In 1843, at the age of 70 years, being old and infirm and unable to attend to his ordinary affairs, Robert drew up an agreement with a John Hopkins wherein Hopkins would "attend to the personal care and comfort of Robert Gordon during the balance of his natural life." It further stated that his wife Sarah was occupying 200 acres of his land and living separately from him. Robert also listed the following slaves: Harriet, 36; Rose, 18; Jack, 11; Luci, 7; Mariah, 4; and Margaret, 2. However, this agreement never came to fruition. Perhaps it was challenged by his wife or his sons. Or perhaps it became moot by the death of his wife and his remarriage. When his wife Sarah/Sally (Robertson) died in about 1844-1848, Robert married the second Sarah (Hays?), and she and her young son lived with him and cared for him until he died in 1854.
Robert Gordon wrote a will in January 1852, and the will was proven in December 1854, shortly after his death in the late fall of that year. He bequeathed to his new wife Sarah all his property and annual profits to be used for the support and maintenance of herself and family during her widowhood. "At her death or third marriage, I wish my property to be divided equally among all my children except such portion of my estate as the law would entitle my widow to, which in the event of her next marriage she is intitled. I authorize my wife to make advances to my children during her widowhood as she deems reasonable, and any such advancements to be taken into account on the final distribution of my estate." The inventory of Robert's goods and credits included 390 acres of land, 3 slaves: Harriet 51, Juliet 9, Sam 18; 4 horses, 1 buggy, 10 cattle, 11 hogs, 1 ox wagon, 2 plows and gear, 1 bed and furniture, 1 bureaus, 1 cupboard, 1 table and chairs. Kitchen furniture and pots, pans, oven and pot-rack. Notes totaling several hundred dollars owed by several named individuals. Two Railroad Certificates for $26.00 each, $1,000.00 in money in my hands. Respectfully submitted December 19th, 1854."
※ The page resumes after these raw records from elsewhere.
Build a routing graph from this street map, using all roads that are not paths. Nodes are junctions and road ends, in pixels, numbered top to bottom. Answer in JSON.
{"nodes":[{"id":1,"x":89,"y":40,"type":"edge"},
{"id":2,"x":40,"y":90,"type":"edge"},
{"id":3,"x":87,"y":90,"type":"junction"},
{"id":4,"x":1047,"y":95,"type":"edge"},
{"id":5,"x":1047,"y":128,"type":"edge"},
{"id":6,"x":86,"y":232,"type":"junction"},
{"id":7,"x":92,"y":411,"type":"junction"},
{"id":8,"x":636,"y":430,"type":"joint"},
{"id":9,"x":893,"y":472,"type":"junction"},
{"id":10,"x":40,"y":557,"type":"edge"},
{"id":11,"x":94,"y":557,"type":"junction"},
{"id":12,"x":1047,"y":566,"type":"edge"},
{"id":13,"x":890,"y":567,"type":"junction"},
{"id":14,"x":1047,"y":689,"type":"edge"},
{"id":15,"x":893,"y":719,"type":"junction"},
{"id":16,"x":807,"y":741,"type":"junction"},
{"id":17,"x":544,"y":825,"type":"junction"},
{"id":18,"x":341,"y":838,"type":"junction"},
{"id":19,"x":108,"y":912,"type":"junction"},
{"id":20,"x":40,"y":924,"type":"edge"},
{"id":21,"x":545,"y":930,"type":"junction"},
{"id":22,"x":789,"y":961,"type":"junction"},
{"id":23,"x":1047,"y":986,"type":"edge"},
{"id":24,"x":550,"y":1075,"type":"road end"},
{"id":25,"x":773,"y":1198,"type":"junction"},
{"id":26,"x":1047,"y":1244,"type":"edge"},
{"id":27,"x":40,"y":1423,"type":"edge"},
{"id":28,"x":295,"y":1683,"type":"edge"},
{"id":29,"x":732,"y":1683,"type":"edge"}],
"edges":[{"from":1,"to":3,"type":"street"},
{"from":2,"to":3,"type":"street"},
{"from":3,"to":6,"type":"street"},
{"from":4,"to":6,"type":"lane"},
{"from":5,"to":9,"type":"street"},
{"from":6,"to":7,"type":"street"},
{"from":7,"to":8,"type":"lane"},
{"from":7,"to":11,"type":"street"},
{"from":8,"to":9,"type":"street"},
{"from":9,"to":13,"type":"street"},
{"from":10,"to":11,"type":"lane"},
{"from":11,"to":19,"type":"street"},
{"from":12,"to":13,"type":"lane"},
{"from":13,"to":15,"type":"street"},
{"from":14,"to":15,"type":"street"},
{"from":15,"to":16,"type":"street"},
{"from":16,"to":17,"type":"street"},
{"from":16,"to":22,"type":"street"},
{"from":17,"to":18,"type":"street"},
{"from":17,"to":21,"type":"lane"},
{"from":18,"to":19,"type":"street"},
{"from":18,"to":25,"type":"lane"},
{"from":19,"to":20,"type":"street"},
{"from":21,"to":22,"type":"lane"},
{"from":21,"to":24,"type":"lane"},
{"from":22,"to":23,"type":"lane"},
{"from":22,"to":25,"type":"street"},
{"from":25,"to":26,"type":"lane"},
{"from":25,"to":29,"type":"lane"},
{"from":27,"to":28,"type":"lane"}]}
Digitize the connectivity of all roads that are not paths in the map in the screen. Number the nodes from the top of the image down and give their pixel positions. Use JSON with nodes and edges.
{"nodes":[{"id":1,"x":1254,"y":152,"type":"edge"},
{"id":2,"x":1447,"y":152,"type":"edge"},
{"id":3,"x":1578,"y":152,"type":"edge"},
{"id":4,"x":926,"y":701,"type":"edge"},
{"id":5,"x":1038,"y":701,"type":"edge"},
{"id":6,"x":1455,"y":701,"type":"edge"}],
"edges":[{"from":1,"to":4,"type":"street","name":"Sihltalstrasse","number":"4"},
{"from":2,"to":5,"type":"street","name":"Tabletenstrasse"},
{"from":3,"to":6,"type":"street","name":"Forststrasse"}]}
Modern DNA testing has conclusively linked some of Robert Gordon's 5th generation descendents through his sons William George Gordon (1810-1896) and James Madison Gordon (1828-1892). Additionally, a William G. Gordon born in 1880 in Oran, Missouri, has been shown by DNA to be very closely related to Robert (with one possibility being through Robert's son Isaac Gordon, 1815-1859.)